▶ [The problem] Using the data below, copy out all lines with the word "Bamberton".

● ● ● ●

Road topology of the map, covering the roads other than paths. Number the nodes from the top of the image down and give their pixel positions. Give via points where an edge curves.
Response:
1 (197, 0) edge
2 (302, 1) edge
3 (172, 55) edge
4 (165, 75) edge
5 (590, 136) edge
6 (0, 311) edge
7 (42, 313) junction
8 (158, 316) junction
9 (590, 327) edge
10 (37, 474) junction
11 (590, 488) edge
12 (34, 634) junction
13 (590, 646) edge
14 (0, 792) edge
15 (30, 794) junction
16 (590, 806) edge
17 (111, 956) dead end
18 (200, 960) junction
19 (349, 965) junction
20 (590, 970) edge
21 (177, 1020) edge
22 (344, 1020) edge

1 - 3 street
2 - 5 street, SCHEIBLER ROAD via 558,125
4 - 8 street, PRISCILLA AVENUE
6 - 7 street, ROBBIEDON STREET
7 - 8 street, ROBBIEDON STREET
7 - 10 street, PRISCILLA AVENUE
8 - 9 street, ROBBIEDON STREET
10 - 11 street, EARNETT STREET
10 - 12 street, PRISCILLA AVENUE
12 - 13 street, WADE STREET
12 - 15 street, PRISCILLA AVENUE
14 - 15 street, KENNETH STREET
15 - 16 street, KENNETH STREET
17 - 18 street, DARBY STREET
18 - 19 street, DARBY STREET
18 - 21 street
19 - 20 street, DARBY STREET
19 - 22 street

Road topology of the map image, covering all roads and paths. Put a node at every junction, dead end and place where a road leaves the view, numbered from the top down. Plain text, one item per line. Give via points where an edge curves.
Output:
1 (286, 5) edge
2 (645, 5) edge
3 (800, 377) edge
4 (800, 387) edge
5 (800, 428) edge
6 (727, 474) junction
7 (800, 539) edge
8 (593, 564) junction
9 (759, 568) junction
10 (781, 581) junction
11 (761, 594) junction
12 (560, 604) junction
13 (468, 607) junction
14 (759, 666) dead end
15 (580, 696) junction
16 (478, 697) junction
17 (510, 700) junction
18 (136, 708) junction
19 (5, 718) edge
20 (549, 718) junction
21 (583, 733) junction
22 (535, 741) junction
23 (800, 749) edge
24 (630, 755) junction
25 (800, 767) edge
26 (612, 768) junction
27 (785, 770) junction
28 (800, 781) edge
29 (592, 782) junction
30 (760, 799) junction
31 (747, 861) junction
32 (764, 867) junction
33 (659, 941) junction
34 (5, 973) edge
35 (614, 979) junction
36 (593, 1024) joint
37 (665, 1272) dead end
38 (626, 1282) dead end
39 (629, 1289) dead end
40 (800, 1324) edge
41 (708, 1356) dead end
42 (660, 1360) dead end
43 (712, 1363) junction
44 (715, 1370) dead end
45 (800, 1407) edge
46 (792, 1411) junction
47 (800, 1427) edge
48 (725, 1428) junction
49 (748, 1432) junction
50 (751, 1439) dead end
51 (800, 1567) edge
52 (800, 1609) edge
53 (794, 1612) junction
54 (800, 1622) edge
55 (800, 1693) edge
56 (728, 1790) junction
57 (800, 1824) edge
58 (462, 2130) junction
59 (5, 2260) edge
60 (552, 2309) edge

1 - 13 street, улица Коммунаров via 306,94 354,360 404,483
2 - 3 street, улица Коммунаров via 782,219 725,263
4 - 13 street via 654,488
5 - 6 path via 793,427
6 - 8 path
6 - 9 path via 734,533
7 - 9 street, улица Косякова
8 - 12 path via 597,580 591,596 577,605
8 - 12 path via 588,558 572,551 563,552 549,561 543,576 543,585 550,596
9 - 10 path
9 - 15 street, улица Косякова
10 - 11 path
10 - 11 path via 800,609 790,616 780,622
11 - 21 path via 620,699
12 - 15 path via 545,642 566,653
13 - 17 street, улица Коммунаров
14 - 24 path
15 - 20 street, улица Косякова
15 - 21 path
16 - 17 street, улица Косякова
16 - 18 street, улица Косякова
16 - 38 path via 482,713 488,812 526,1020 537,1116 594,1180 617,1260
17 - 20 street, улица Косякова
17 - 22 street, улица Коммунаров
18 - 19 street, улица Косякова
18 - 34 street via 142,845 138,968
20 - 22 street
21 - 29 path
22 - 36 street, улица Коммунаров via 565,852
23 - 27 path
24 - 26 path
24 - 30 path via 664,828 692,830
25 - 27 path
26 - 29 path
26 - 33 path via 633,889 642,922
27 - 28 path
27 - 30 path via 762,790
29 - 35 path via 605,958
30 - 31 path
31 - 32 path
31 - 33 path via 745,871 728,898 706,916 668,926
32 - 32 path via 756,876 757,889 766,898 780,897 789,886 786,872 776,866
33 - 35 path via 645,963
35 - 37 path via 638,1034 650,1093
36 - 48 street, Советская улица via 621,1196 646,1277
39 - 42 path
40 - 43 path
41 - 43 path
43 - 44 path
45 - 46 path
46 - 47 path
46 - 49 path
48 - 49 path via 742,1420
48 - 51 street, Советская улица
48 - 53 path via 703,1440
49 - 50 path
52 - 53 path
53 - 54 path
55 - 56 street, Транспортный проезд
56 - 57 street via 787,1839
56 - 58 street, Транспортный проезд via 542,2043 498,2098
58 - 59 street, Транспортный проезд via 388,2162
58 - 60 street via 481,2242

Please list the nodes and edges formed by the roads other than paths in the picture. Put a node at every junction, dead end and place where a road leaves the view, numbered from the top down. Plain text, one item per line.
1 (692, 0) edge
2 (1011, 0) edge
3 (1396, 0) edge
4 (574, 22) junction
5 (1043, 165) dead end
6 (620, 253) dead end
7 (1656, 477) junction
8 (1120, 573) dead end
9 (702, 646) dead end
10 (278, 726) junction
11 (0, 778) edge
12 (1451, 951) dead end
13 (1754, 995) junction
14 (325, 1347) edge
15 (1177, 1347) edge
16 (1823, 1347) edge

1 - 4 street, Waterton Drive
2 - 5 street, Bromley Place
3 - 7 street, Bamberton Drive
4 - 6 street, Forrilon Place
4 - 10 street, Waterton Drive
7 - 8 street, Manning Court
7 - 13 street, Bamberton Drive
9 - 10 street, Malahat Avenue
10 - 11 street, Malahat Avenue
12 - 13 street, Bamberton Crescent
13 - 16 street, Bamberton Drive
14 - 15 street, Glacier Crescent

● ● ● ●

▶ [Worked solution]
3 - 7 street, Bamberton Drive
7 - 13 street, Bamberton Drive
12 - 13 street, Bamberton Crescent
13 - 16 street, Bamberton Drive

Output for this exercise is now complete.